Joe's blog about AI things!

Tag: reading

A New and Exciting Method. The Isophote.

Some few of you may recall one of my previous posts (Success! Joe’s new method.) I outlined and implemented a technique to detect circles. My idea was to consider pairs of adjacent pixels, and calculate where their gradients intersected, thus giving an approximate centre for any dark circles they lay on. Well, I was reading a paper recently, and it outlined a very similar method, but instead of considering two pixels, you considered only one (something that I had assumed was possible, but had no idea how to do).

First the paper introduced the concept of an isophote. This is simply an area of constant darkness/intensity. So if our image is described by a function f(x,y), then we have an isophote at (x,y) where f(x,y) = f0 (f0 is constant). This is essentially describing contours. It then goes on to use the curvature of each pixel, assuming it is on an isophote, to estimate the radius of the circle it is on.
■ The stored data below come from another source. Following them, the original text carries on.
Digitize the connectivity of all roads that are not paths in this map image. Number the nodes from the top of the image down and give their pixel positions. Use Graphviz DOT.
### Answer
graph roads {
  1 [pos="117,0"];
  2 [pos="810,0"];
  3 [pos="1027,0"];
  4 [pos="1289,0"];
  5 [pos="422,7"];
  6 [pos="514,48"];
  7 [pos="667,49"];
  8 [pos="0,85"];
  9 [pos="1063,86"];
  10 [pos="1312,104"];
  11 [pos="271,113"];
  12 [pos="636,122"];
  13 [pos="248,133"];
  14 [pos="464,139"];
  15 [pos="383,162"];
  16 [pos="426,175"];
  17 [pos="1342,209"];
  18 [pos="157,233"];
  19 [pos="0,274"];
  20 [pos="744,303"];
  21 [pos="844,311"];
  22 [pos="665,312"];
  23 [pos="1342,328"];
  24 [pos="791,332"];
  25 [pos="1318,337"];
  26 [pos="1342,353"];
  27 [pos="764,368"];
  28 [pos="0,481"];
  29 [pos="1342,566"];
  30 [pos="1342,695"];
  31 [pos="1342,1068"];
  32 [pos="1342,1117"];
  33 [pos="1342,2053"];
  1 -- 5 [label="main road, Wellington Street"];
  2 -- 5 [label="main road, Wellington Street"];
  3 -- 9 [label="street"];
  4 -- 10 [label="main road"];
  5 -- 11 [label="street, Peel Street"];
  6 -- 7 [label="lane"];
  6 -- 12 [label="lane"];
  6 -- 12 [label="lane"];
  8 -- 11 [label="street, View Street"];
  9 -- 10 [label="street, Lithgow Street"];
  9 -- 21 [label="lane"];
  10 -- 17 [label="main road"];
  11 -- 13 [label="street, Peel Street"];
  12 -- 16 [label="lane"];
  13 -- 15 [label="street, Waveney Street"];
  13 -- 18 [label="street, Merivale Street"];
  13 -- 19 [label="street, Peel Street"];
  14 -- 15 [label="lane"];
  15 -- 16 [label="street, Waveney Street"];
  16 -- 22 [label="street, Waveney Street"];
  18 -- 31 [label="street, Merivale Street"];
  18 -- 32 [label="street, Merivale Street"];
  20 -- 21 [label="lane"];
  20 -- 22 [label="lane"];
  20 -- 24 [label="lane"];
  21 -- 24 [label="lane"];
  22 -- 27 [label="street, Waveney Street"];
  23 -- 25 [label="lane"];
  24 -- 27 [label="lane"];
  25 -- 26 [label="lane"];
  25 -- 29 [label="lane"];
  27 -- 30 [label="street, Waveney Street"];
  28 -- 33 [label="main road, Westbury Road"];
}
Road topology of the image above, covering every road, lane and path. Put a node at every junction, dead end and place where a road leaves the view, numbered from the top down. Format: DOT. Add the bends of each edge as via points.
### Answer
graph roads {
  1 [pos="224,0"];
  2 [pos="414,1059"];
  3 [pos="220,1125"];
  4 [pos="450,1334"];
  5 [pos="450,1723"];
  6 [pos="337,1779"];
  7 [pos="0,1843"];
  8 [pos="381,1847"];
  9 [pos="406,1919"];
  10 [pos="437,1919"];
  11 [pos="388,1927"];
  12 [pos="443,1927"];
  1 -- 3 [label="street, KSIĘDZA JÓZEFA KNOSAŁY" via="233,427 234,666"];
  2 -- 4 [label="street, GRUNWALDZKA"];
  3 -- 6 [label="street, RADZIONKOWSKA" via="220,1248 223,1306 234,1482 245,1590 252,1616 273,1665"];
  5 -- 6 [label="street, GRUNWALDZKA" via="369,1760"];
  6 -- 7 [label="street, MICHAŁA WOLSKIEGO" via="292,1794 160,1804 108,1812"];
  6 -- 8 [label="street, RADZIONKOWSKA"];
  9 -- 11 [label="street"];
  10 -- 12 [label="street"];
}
Curvature is the second derivative of y with respect to x, and a formula for this can be derived from the definition of an isophote using total derivatives (as f = a constant, we have y(x), so we must use the total derivative, paying attention to the chain rule). The radius of the circle that it is on is given by 1/curvature, which is very convenient. To convince yourself of this, try plugging the values x = 0, y = r into the definition of curvature, and you should get 1/r. Easy. So now we have the distance to the centre. The direction to the centre is given by the gradient at that point. All it takes is a little trigonometry, and we have an estimate!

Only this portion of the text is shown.